• Exercise requirements: From the entries, copy every line that carries the string "labels".

• Exercise data:
---
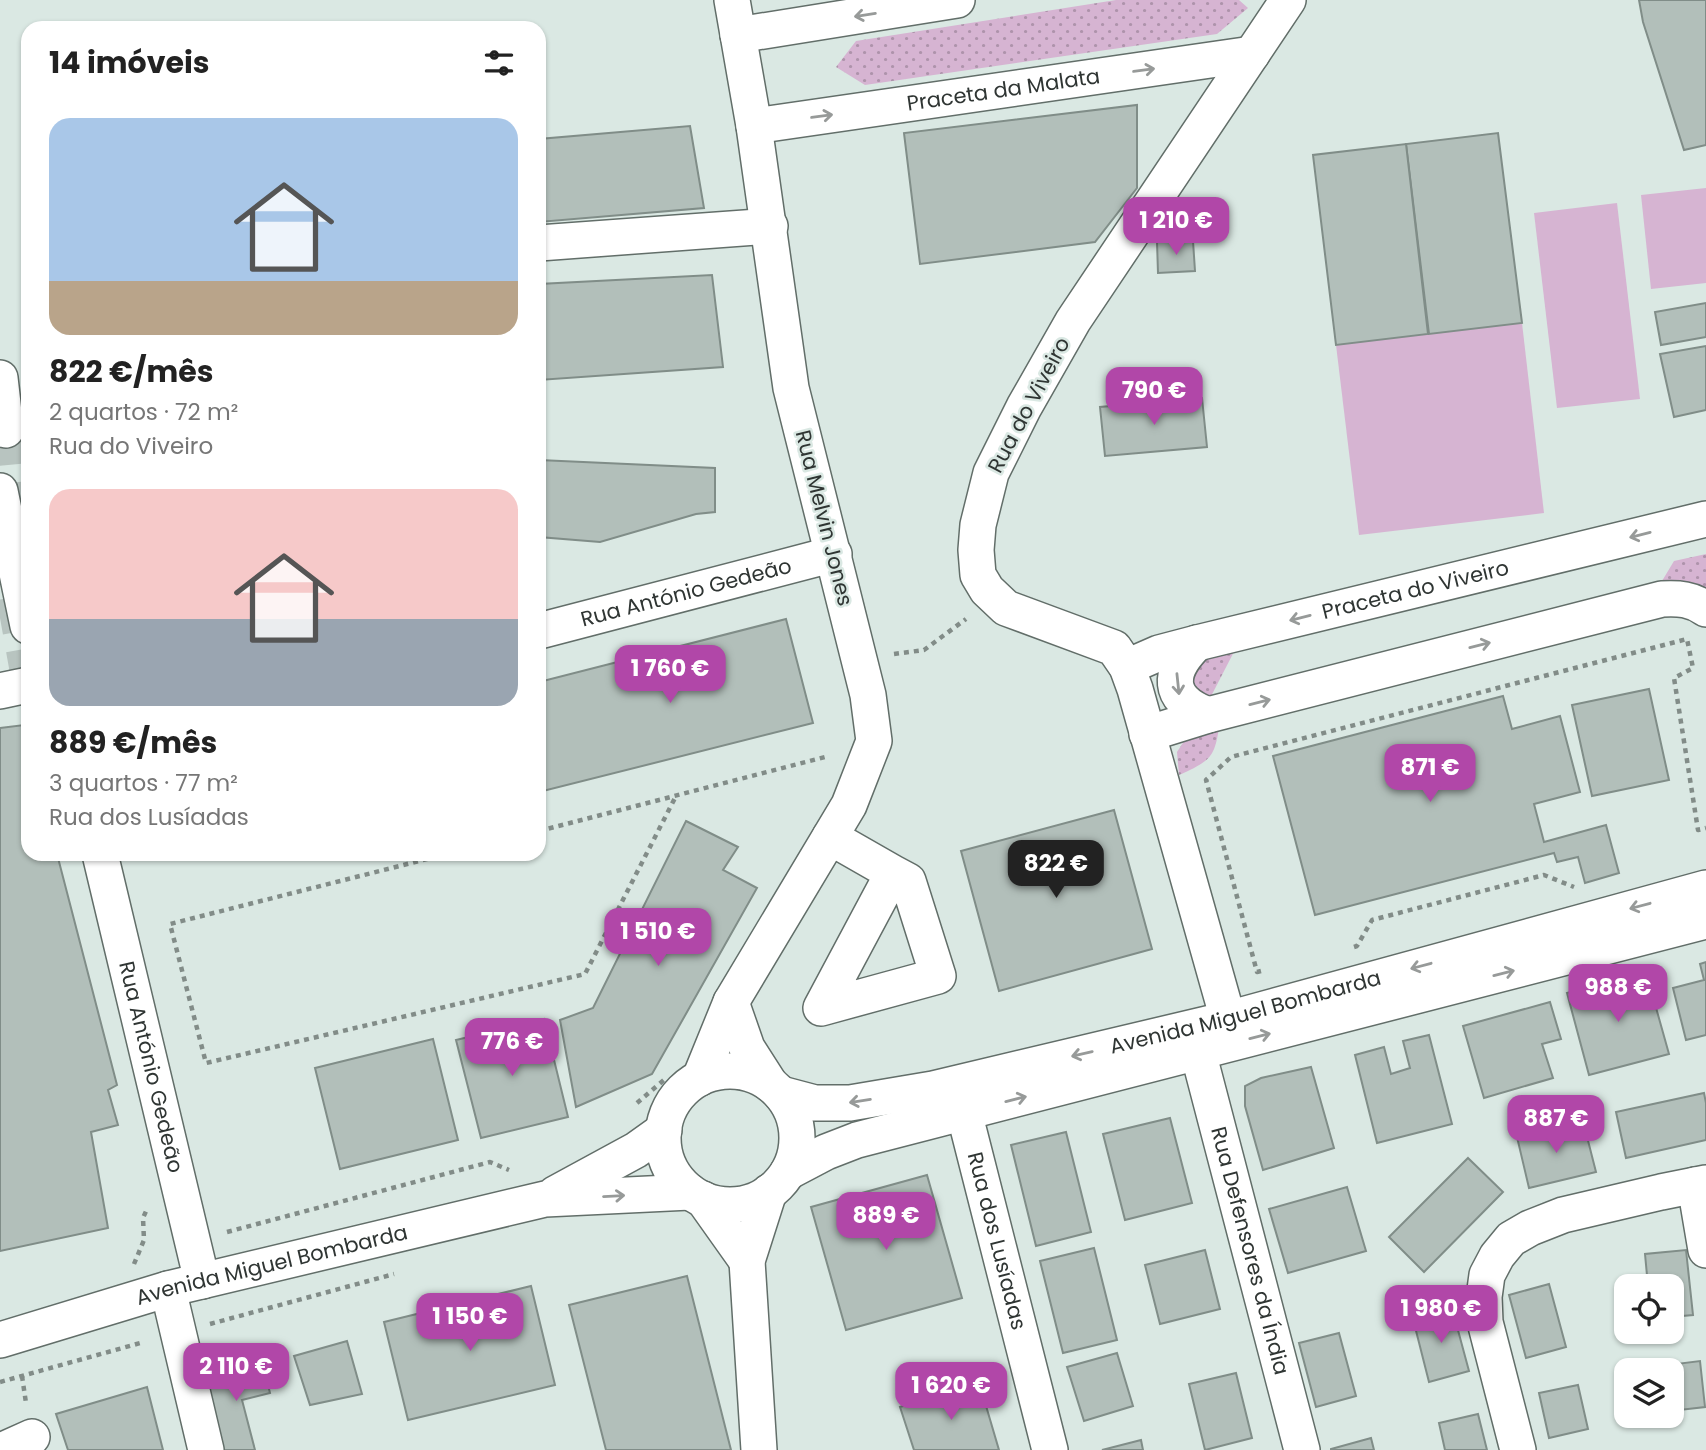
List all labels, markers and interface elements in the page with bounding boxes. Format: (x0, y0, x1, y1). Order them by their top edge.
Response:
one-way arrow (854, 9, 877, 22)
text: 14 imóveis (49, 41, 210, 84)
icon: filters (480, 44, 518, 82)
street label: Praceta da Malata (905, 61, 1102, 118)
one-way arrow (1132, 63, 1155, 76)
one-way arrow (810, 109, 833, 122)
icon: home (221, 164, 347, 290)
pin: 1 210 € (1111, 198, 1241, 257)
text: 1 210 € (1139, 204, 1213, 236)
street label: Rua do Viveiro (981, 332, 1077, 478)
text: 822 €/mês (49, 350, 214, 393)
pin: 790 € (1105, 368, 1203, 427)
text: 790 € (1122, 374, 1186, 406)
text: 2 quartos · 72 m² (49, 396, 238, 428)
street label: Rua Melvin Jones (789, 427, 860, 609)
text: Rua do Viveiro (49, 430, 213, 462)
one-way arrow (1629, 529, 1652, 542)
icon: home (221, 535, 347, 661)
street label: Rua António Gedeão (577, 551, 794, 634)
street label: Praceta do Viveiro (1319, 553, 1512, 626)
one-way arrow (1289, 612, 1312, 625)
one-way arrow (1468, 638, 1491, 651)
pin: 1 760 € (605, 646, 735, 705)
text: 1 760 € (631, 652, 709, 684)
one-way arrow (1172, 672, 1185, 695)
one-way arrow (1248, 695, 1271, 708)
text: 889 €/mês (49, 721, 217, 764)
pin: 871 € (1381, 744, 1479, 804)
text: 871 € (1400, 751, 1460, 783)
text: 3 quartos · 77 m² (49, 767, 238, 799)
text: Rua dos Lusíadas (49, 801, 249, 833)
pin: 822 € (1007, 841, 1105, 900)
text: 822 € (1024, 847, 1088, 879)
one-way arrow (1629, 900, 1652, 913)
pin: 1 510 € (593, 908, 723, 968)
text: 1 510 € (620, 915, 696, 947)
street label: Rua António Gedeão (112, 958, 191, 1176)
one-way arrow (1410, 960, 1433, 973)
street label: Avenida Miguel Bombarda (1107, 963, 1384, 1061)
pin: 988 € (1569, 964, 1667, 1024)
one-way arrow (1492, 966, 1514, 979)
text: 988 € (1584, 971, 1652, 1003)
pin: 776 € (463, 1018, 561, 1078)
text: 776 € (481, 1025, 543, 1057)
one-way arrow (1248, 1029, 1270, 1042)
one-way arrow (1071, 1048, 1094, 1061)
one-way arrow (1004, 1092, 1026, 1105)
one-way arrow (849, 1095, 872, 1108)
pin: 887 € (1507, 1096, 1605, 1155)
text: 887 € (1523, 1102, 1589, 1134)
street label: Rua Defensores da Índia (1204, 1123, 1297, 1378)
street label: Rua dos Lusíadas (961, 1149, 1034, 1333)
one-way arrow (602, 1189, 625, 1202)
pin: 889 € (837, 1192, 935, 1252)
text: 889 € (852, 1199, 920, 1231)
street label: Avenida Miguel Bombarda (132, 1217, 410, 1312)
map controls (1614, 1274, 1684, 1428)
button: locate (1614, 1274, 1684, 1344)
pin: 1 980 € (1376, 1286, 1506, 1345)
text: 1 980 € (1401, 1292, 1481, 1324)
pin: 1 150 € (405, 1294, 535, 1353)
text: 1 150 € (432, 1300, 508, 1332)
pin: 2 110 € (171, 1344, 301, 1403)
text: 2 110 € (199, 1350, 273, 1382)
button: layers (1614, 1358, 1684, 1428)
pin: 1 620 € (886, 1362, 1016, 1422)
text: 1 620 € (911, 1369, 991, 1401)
---
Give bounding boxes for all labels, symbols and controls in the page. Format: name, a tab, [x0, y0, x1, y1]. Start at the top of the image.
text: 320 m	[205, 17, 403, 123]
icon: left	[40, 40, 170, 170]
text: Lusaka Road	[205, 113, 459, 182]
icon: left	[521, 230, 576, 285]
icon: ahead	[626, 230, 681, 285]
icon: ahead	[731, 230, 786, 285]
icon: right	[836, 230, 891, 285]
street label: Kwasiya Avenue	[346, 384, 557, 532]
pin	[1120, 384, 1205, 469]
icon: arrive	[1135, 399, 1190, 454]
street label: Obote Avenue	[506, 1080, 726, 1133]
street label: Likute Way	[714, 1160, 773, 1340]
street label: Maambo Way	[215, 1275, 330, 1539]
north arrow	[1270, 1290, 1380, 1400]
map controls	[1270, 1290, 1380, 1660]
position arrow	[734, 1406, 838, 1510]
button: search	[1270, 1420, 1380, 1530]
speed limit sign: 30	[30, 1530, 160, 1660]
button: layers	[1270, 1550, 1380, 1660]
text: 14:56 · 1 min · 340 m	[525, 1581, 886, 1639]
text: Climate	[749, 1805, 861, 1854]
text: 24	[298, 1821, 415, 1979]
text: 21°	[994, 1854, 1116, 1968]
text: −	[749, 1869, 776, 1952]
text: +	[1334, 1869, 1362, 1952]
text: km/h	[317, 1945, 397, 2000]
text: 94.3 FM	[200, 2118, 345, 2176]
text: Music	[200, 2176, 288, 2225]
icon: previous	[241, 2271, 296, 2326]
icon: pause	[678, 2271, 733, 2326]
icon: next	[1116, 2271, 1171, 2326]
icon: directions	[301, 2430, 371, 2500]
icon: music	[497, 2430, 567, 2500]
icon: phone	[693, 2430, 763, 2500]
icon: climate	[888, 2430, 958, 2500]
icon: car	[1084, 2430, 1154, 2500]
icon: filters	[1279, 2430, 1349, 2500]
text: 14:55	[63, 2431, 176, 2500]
---
• Response for this exercise:
List all labels, markers and interface elements in the page with bounding boxes. Format: (x0, y0, x1, y1). Order them by their top edge.
Give bounding boxes for all labels, symbols and controls in the page. Format: name, a tab, [x0, y0, x1, y1]. Start at the top of the image.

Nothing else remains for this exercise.